** Opening SUPPLIED INFORMATION block **

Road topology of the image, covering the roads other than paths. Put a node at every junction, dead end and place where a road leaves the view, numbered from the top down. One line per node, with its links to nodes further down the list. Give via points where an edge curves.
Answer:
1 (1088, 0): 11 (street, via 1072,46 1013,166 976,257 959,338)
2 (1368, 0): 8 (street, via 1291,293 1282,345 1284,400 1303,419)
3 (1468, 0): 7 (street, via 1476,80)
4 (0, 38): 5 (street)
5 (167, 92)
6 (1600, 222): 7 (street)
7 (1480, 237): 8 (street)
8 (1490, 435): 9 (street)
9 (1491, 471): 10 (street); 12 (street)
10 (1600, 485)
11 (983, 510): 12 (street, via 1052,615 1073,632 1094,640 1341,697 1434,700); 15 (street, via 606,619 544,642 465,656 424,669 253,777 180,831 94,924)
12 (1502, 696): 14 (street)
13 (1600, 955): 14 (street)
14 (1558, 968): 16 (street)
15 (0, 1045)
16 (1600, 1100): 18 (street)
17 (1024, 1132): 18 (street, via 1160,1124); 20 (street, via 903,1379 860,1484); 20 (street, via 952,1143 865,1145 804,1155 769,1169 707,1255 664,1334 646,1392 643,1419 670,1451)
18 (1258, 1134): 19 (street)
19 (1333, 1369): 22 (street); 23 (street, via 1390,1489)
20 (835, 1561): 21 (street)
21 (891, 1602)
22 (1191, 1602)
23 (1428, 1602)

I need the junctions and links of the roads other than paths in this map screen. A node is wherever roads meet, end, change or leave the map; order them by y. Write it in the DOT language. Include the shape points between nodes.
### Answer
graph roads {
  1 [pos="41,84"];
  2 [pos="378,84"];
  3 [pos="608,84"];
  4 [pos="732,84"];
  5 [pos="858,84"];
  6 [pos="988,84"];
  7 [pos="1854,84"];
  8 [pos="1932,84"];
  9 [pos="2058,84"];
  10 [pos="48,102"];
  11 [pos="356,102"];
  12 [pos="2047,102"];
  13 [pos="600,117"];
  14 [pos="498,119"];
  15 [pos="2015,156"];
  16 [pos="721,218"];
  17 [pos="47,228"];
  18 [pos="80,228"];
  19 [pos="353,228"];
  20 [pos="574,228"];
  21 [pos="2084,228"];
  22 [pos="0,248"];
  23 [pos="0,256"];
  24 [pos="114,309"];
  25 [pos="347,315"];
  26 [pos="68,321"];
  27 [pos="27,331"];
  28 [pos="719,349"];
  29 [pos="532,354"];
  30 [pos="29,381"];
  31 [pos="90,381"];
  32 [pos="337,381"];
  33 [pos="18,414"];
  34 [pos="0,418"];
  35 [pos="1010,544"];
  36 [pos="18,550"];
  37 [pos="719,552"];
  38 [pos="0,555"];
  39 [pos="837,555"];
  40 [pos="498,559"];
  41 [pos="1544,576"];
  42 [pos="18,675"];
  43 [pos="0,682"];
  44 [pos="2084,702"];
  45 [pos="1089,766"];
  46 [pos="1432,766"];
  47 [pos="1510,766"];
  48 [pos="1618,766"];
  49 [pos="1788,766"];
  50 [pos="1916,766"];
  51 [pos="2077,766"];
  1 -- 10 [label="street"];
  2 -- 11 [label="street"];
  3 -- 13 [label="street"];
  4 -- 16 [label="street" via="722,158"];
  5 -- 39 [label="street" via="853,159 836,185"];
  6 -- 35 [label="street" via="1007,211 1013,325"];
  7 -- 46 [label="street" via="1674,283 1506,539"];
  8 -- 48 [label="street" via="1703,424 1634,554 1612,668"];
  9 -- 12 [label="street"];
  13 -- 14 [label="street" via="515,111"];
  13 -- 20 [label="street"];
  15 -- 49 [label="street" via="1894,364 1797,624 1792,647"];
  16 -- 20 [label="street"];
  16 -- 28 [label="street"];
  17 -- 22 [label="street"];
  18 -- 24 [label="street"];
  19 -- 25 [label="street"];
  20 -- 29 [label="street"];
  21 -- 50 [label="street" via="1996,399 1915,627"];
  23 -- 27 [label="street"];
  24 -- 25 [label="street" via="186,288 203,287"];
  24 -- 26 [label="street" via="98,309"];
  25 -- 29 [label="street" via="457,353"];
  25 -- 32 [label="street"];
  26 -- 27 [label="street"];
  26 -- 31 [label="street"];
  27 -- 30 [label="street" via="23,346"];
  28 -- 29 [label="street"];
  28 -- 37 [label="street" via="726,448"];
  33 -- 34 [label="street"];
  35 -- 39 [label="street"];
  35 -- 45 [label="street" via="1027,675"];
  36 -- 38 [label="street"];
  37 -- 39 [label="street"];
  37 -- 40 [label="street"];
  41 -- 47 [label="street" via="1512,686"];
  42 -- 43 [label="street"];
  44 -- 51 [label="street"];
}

** Closing SUPPLIED INFORMATION block **

• **AIM OF THE EXERCISE**
Return every line from the entries that holds the string "than".

• **FINISHED EXERCISE**
Road topology of the image, covering the roads other than paths. Put a node at every junction, dead end and place where a road leaves the view, numbered from the top down. One line per node, with its links to nodes further down the list. Give via points where an edge curves.
I need the junctions and links of the roads other than paths in this map screen. A node is wherever roads meet, end, change or leave the map; order them by y. Write it in the DOT language. Include the shape points between nodes.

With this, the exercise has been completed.